======== INFORMATION PROVIDED
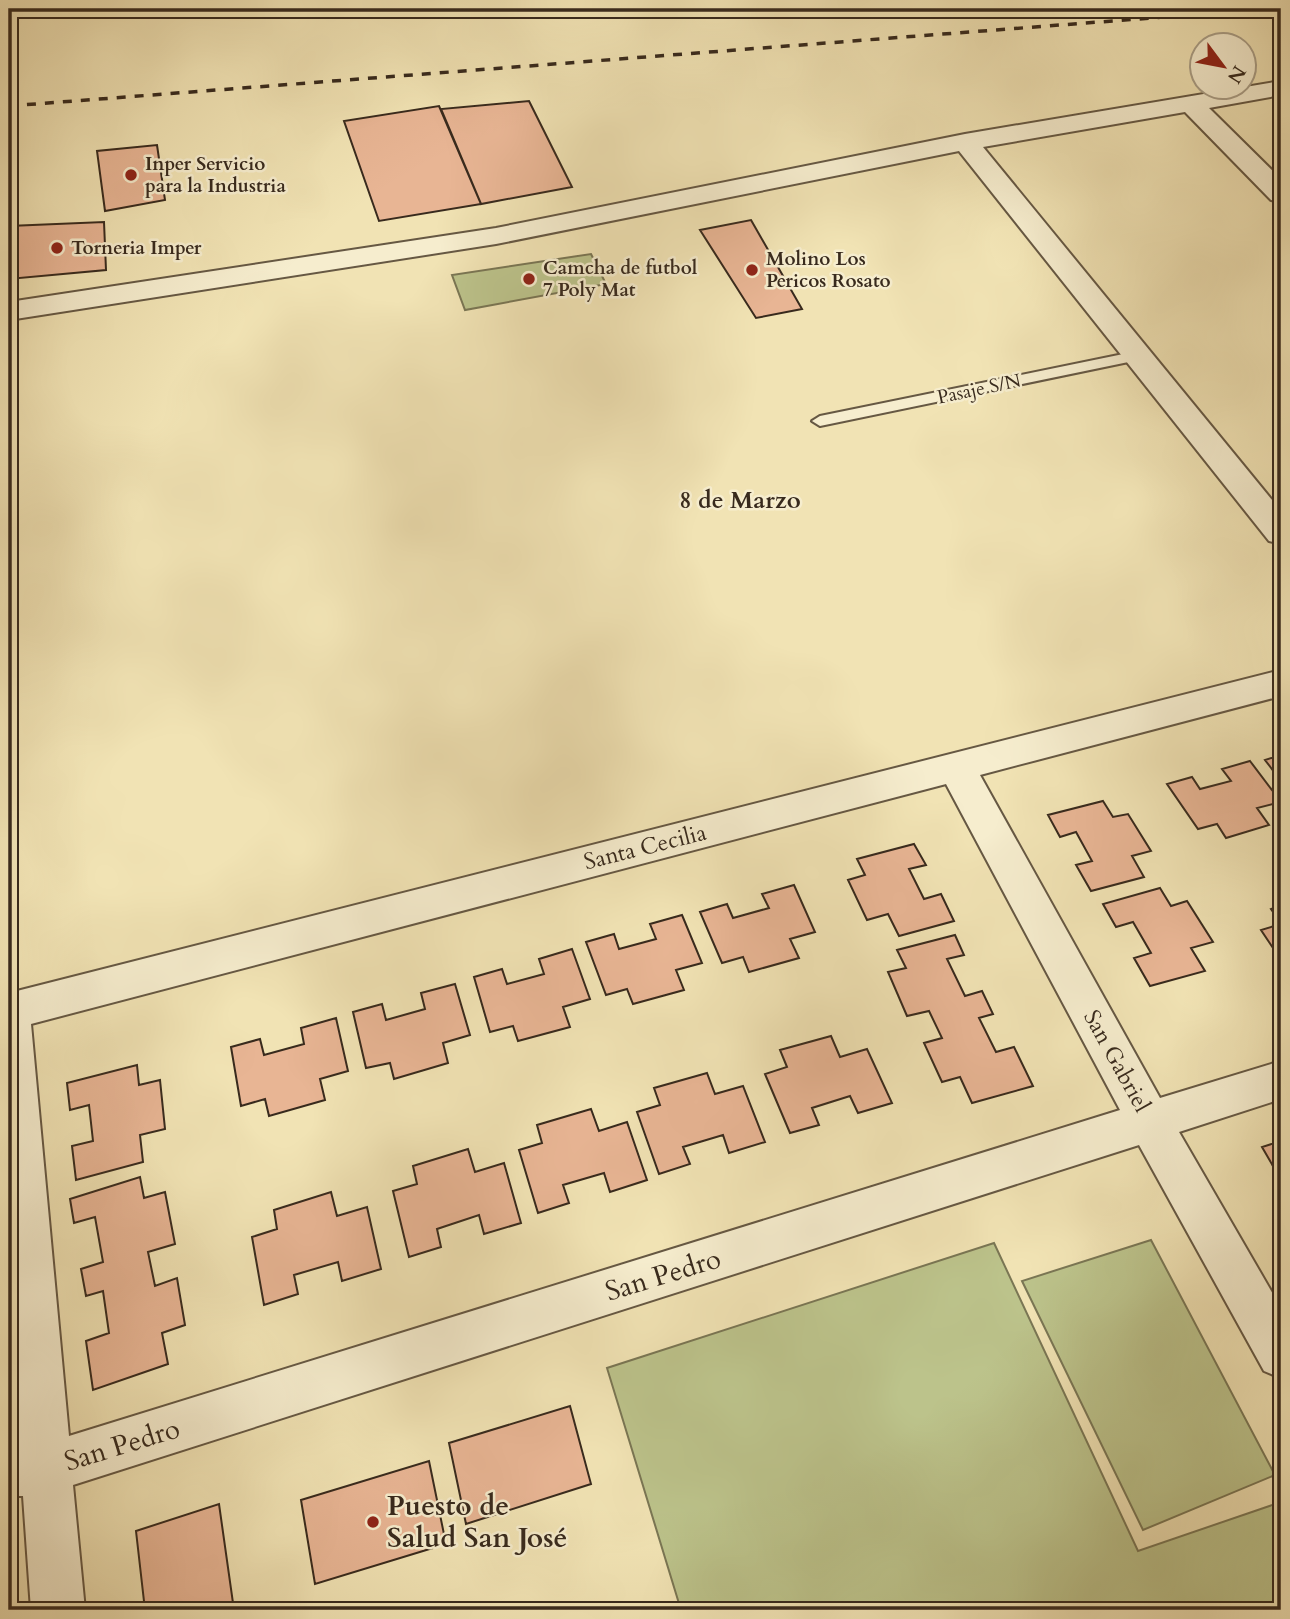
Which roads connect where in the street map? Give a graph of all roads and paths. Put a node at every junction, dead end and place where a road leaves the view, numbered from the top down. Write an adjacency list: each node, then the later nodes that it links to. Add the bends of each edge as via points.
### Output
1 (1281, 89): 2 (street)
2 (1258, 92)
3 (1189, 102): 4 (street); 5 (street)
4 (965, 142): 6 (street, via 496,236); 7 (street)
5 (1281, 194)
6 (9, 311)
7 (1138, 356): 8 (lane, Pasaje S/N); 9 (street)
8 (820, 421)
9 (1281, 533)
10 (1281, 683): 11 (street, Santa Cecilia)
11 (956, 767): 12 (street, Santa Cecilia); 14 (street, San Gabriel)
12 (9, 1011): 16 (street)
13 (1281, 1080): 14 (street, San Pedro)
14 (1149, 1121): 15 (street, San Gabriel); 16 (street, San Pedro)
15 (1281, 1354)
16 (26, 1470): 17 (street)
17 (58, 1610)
================
PROBLEM DETAILS:
Without carrying over any picture, write out the entries above once more, exactly.

YOUR SOLUTION:
Which roads connect where in the street map? Give a graph of all roads and paths. Put a node at every junction, dead end and place where a road leaves the view, numbered from the top down. Write an adjacency list: each node, then the later nodes that it links to. Add the bends of each edge as via points.
### Output
1 (1281, 89): 2 (street)
2 (1258, 92)
3 (1189, 102): 4 (street); 5 (street)
4 (965, 142): 6 (street, via 496,236); 7 (street)
5 (1281, 194)
6 (9, 311)
7 (1138, 356): 8 (lane, Pasaje S/N); 9 (street)
8 (820, 421)
9 (1281, 533)
10 (1281, 683): 11 (street, Santa Cecilia)
11 (956, 767): 12 (street, Santa Cecilia); 14 (street, San Gabriel)
12 (9, 1011): 16 (street)
13 (1281, 1080): 14 (street, San Pedro)
14 (1149, 1121): 15 (street, San Gabriel); 16 (street, San Pedro)
15 (1281, 1354)
16 (26, 1470): 17 (street)
17 (58, 1610)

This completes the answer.